** Given records follows **

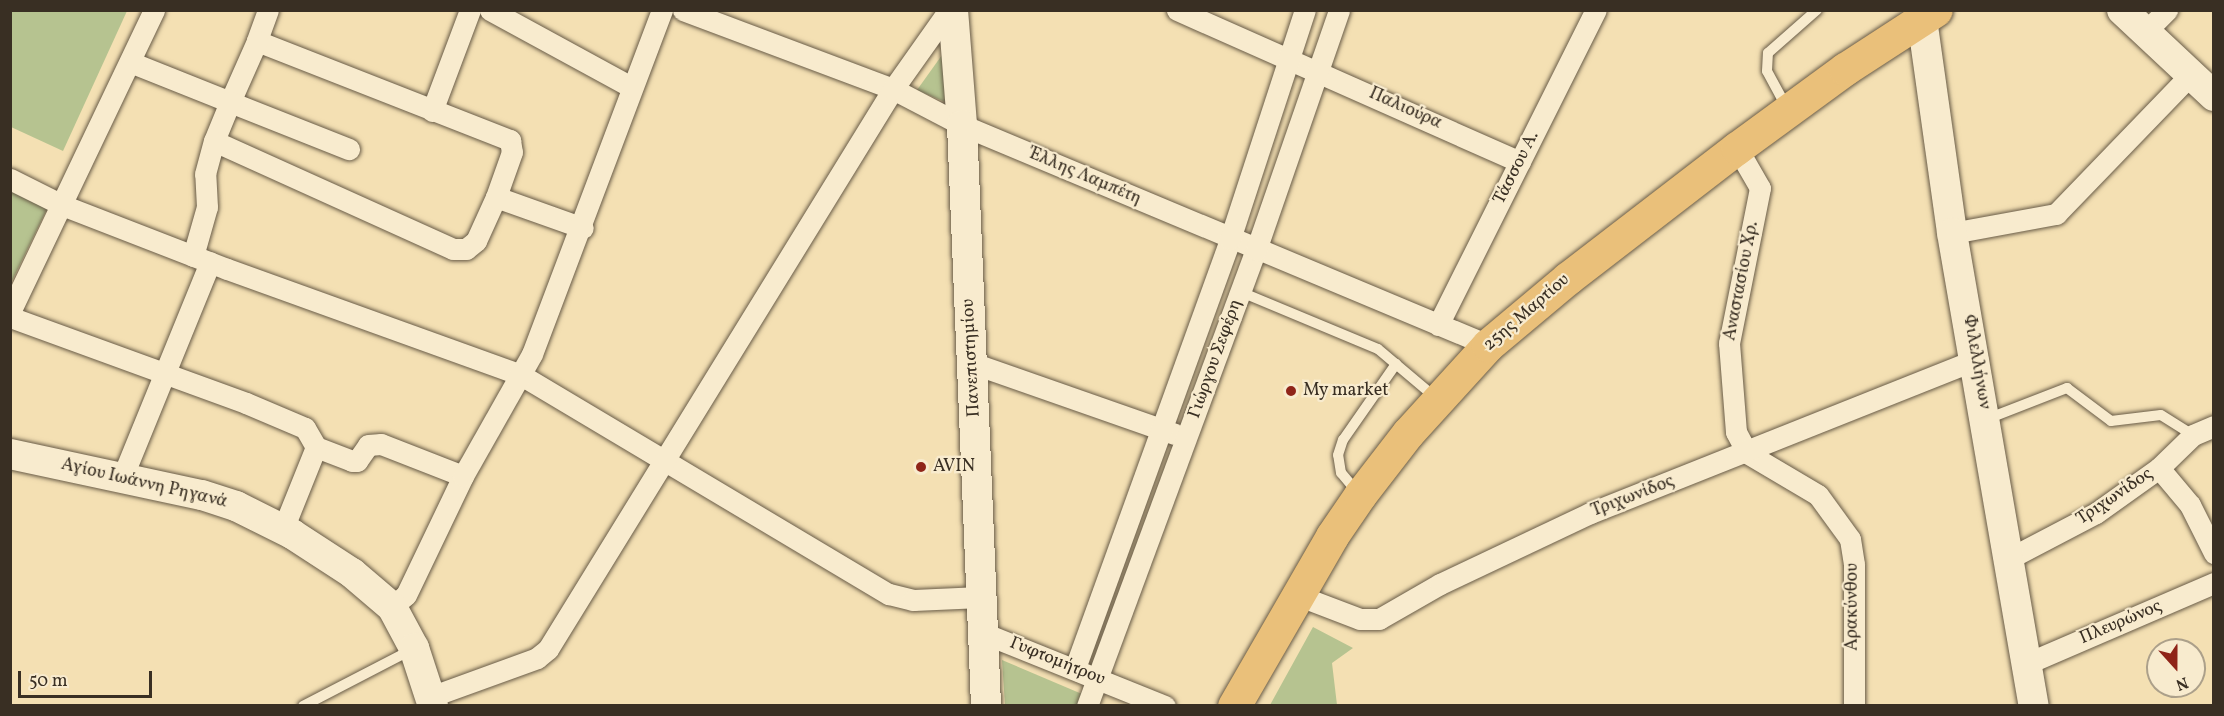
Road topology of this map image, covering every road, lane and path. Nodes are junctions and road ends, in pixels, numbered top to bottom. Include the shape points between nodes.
1 (154, 10) edge
2 (268, 10) edge
3 (470, 10) edge
4 (490, 10) edge
5 (662, 10) edge
6 (683, 10) edge
7 (951, 10) edge
8 (1177, 10) edge
9 (1305, 10) edge
10 (1339, 10) edge
11 (1596, 10) edge
12 (2122, 10) edge
13 (2167, 10) edge
14 (1815, 11) edge
15 (1929, 13) edge
16 (2144, 33) junction
17 (257, 41) junction
18 (1288, 58) junction
19 (130, 62) junction
20 (1317, 70) junction
21 (2190, 75) junction
22 (631, 87) junction
23 (893, 89) junction
24 (2214, 96) edge
25 (230, 102) junction
26 (1788, 110) junction
27 (432, 111) junction
28 (962, 125) junction
29 (214, 141) junction
30 (1737, 148) junction
31 (349, 149) dead end
32 (1520, 162) junction
33 (10, 179) edge
34 (496, 196) junction
35 (62, 205) junction
36 (583, 228) junction
37 (1952, 233) junction
38 (1230, 239) junction
39 (1256, 250) junction
40 (201, 259) junction
41 (1240, 292) junction
42 (10, 312) edge
43 (10, 317) edge
44 (1438, 326) junction
45 (1488, 345) junction
46 (1977, 359) junction
47 (972, 363) junction
48 (1396, 364) junction
49 (164, 373) junction
50 (521, 375) junction
51 (1438, 400) junction
52 (1986, 419) junction
53 (2214, 426) edge
54 (1162, 429) junction
55 (2193, 435) junction
56 (1187, 439) junction
57 (316, 447) junction
58 (1747, 453) junction
59 (10, 454) edge
60 (664, 461) junction
61 (2158, 468) junction
62 (463, 476) junction
63 (122, 478) junction
64 (1360, 495) junction
65 (283, 529) junction
66 (2214, 553) edge
67 (2010, 558) junction
68 (2214, 583) edge
69 (1297, 595) junction
70 (981, 597) junction
71 (392, 607) junction
72 (983, 633) junction
73 (414, 648) junction
74 (2028, 663) junction
75 (1075, 668) junction
76 (1098, 678) junction
77 (432, 701) edge
78 (303, 705) edge
79 (986, 705) edge
80 (1087, 705) edge
81 (1165, 705) edge
82 (1234, 705) edge
83 (1854, 705) edge
84 (2034, 705) edge

1 - 19 street
2 - 17 street
3 - 27 street
4 - 22 street
5 - 22 street
6 - 23 street, Έλλης Λαμπέτη
7 - 23 street
7 - 28 street, Πανεπιστημίου
8 - 18 street, Παλιούρα
9 - 18 street, Γιώργου Σεφέρη
10 - 20 street, Γιώργου Σεφέρη
11 - 32 street, Τάσσου Α.
12 - 16 street
13 - 16 street
14 - 26 lane via 1772,46 1766,62
15 - 26 main road, 25ης Μαρτίου
15 - 37 street, Φιλελλήνων
16 - 21 street
17 - 25 street
17 - 27 street
18 - 20 street, Παλιούρα
18 - 38 street, Γιώργου Σεφέρη
19 - 25 street
19 - 35 street
20 - 32 street, Παλιούρα
20 - 39 street, Γιώργου Σεφέρη
21 - 24 street
21 - 37 street via 2056,214
22 - 36 street
23 - 28 street, Έλλης Λαμπέτη
23 - 60 street
25 - 29 street
25 - 31 street
26 - 30 main road, 25ης Μαρτίου
27 - 34 street via 510,140 512,152
28 - 38 street, Έλλης Λαμπέτη
28 - 47 street, Πανεπιστημίου
29 - 34 street via 453,249 466,249 476,241
29 - 40 street via 205,174 207,207
30 - 45 main road, 25ης Μαρτίου
30 - 58 street, Αναστασίου Χρ. via 1761,188 1729,343 1733,418 1739,444
32 - 44 street, Τάσσου Α.
33 - 35 street
34 - 36 street
35 - 40 street
35 - 42 street
36 - 50 street
37 - 46 street, Φιλελλήνων
38 - 39 street, Έλλης Λαμπέτη
38 - 54 street, Γιώργου Σεφέρη
39 - 41 street, Γιώργου Σεφέρη
39 - 44 street, Έλλης Λαμπέτη
40 - 49 street
40 - 50 street
41 - 48 lane via 1378,349
41 - 56 street, Γιώργου Σεφέρη
43 - 49 street
44 - 45 street, Έλλης Λαμπέτη
45 - 51 main road, 25ης Μαρτίου
46 - 52 street, Φιλελλήνων
46 - 58 street, Τριχωνίδος
47 - 54 street
47 - 70 street, Πανεπιστημίου
48 - 51 lane
48 - 64 lane via 1343,440 1338,455 1341,474
49 - 57 street via 305,428
49 - 63 street
50 - 60 street
50 - 62 street
51 - 64 main road, 25ης Μαρτίου
52 - 55 lane via 2067,388 2111,421 2161,415
52 - 67 street, Φιλελλήνων
53 - 55 street, Τριχωνίδος
54 - 56 street
54 - 75 street, Γιώργου Σεφέρη
55 - 61 street, Τριχωνίδος
56 - 76 street, Γιώργου Σεφέρη
57 - 62 street via 354,462 368,445 381,444
57 - 65 street
58 - 69 street, Τριχωνίδος via 1530,540 1379,619 1360,619
58 - 83 street, Αρακύνθου via 1818,495 1850,539 1854,564
59 - 63 street, Αγίου Ιωάννη Ρηγανά
60 - 70 street via 888,594 914,600
60 - 77 street via 548,649 537,658
61 - 66 street via 2190,505
61 - 67 street, Τριχωνίδος via 2096,513
62 - 71 street via 429,553 406,595
63 - 65 street, Αγίου Ιωάννη Ρηγανά via 236,506
64 - 69 main road, 25ης Μαρτίου
65 - 71 street, Αγίου Ιωάννη Ρηγανά via 352,573
67 - 74 street, Φιλελλήνων
68 - 74 street, Πλευρώνος
69 - 82 main road, 25ης Μαρτίου
70 - 72 street, Πανεπιστημίου
71 - 73 street, Αγίου Ιωάννη Ρηγανά
72 - 75 street, Γυφτομήτρου
72 - 79 street, Πανεπιστημίου
73 - 77 street, Αγίου Ιωάννη Ρηγανά
73 - 78 lane
74 - 84 street, Φιλελλήνων
75 - 76 street, Γυφτομήτρου
76 - 80 street, Γιώργου Σεφέρη
76 - 81 street, Γυφτομήτρου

** End of Given records **

Problem description: From the first line to the last, print the records exactly; leave out the pictures.

Exercise output:
Road topology of this map image, covering every road, lane and path. Nodes are junctions and road ends, in pixels, numbered top to bottom. Include the shape points between nodes.
1 (154, 10) edge
2 (268, 10) edge
3 (470, 10) edge
4 (490, 10) edge
5 (662, 10) edge
6 (683, 10) edge
7 (951, 10) edge
8 (1177, 10) edge
9 (1305, 10) edge
10 (1339, 10) edge
11 (1596, 10) edge
12 (2122, 10) edge
13 (2167, 10) edge
14 (1815, 11) edge
15 (1929, 13) edge
16 (2144, 33) junction
17 (257, 41) junction
18 (1288, 58) junction
19 (130, 62) junction
20 (1317, 70) junction
21 (2190, 75) junction
22 (631, 87) junction
23 (893, 89) junction
24 (2214, 96) edge
25 (230, 102) junction
26 (1788, 110) junction
27 (432, 111) junction
28 (962, 125) junction
29 (214, 141) junction
30 (1737, 148) junction
31 (349, 149) dead end
32 (1520, 162) junction
33 (10, 179) edge
34 (496, 196) junction
35 (62, 205) junction
36 (583, 228) junction
37 (1952, 233) junction
38 (1230, 239) junction
39 (1256, 250) junction
40 (201, 259) junction
41 (1240, 292) junction
42 (10, 312) edge
43 (10, 317) edge
44 (1438, 326) junction
45 (1488, 345) junction
46 (1977, 359) junction
47 (972, 363) junction
48 (1396, 364) junction
49 (164, 373) junction
50 (521, 375) junction
51 (1438, 400) junction
52 (1986, 419) junction
53 (2214, 426) edge
54 (1162, 429) junction
55 (2193, 435) junction
56 (1187, 439) junction
57 (316, 447) junction
58 (1747, 453) junction
59 (10, 454) edge
60 (664, 461) junction
61 (2158, 468) junction
62 (463, 476) junction
63 (122, 478) junction
64 (1360, 495) junction
65 (283, 529) junction
66 (2214, 553) edge
67 (2010, 558) junction
68 (2214, 583) edge
69 (1297, 595) junction
70 (981, 597) junction
71 (392, 607) junction
72 (983, 633) junction
73 (414, 648) junction
74 (2028, 663) junction
75 (1075, 668) junction
76 (1098, 678) junction
77 (432, 701) edge
78 (303, 705) edge
79 (986, 705) edge
80 (1087, 705) edge
81 (1165, 705) edge
82 (1234, 705) edge
83 (1854, 705) edge
84 (2034, 705) edge

1 - 19 street
2 - 17 street
3 - 27 street
4 - 22 street
5 - 22 street
6 - 23 street, Έλλης Λαμπέτη
7 - 23 street
7 - 28 street, Πανεπιστημίου
8 - 18 street, Παλιούρα
9 - 18 street, Γιώργου Σεφέρη
10 - 20 street, Γιώργου Σεφέρη
11 - 32 street, Τάσσου Α.
12 - 16 street
13 - 16 street
14 - 26 lane via 1772,46 1766,62
15 - 26 main road, 25ης Μαρτίου
15 - 37 street, Φιλελλήνων
16 - 21 street
17 - 25 street
17 - 27 street
18 - 20 street, Παλιούρα
18 - 38 street, Γιώργου Σεφέρη
19 - 25 street
19 - 35 street
20 - 32 street, Παλιούρα
20 - 39 street, Γιώργου Σεφέρη
21 - 24 street
21 - 37 street via 2056,214
22 - 36 street
23 - 28 street, Έλλης Λαμπέτη
23 - 60 street
25 - 29 street
25 - 31 street
26 - 30 main road, 25ης Μαρτίου
27 - 34 street via 510,140 512,152
28 - 38 street, Έλλης Λαμπέτη
28 - 47 street, Πανεπιστημίου
29 - 34 street via 453,249 466,249 476,241
29 - 40 street via 205,174 207,207
30 - 45 main road, 25ης Μαρτίου
30 - 58 street, Αναστασίου Χρ. via 1761,188 1729,343 1733,418 1739,444
32 - 44 street, Τάσσου Α.
33 - 35 street
34 - 36 street
35 - 40 street
35 - 42 street
36 - 50 street
37 - 46 street, Φιλελλήνων
38 - 39 street, Έλλης Λαμπέτη
38 - 54 street, Γιώργου Σεφέρη
39 - 41 street, Γιώργου Σεφέρη
39 - 44 street, Έλλης Λαμπέτη
40 - 49 street
40 - 50 street
41 - 48 lane via 1378,349
41 - 56 street, Γιώργου Σεφέρη
43 - 49 street
44 - 45 street, Έλλης Λαμπέτη
45 - 51 main road, 25ης Μαρτίου
46 - 52 street, Φιλελλήνων
46 - 58 street, Τριχωνίδος
47 - 54 street
47 - 70 street, Πανεπιστημίου
48 - 51 lane
48 - 64 lane via 1343,440 1338,455 1341,474
49 - 57 street via 305,428
49 - 63 street
50 - 60 street
50 - 62 street
51 - 64 main road, 25ης Μαρτίου
52 - 55 lane via 2067,388 2111,421 2161,415
52 - 67 street, Φιλελλήνων
53 - 55 street, Τριχωνίδος
54 - 56 street
54 - 75 street, Γιώργου Σεφέρη
55 - 61 street, Τριχωνίδος
56 - 76 street, Γιώργου Σεφέρη
57 - 62 street via 354,462 368,445 381,444
57 - 65 street
58 - 69 street, Τριχωνίδος via 1530,540 1379,619 1360,619
58 - 83 street, Αρακύνθου via 1818,495 1850,539 1854,564
59 - 63 street, Αγίου Ιωάννη Ρηγανά
60 - 70 street via 888,594 914,600
60 - 77 street via 548,649 537,658
61 - 66 street via 2190,505
61 - 67 street, Τριχωνίδος via 2096,513
62 - 71 street via 429,553 406,595
63 - 65 street, Αγίου Ιωάννη Ρηγανά via 236,506
64 - 69 main road, 25ης Μαρτίου
65 - 71 street, Αγίου Ιωάννη Ρηγανά via 352,573
67 - 74 street, Φιλελλήνων
68 - 74 street, Πλευρώνος
69 - 82 main road, 25ης Μαρτίου
70 - 72 street, Πανεπιστημίου
71 - 73 street, Αγίου Ιωάννη Ρηγανά
72 - 75 street, Γυφτομήτρου
72 - 79 street, Πανεπιστημίου
73 - 77 street, Αγίου Ιωάννη Ρηγανά
73 - 78 lane
74 - 84 street, Φιλελλήνων
75 - 76 street, Γυφτομήτρου
76 - 80 street, Γιώργου Σεφέρη
76 - 81 street, Γυφτομήτρου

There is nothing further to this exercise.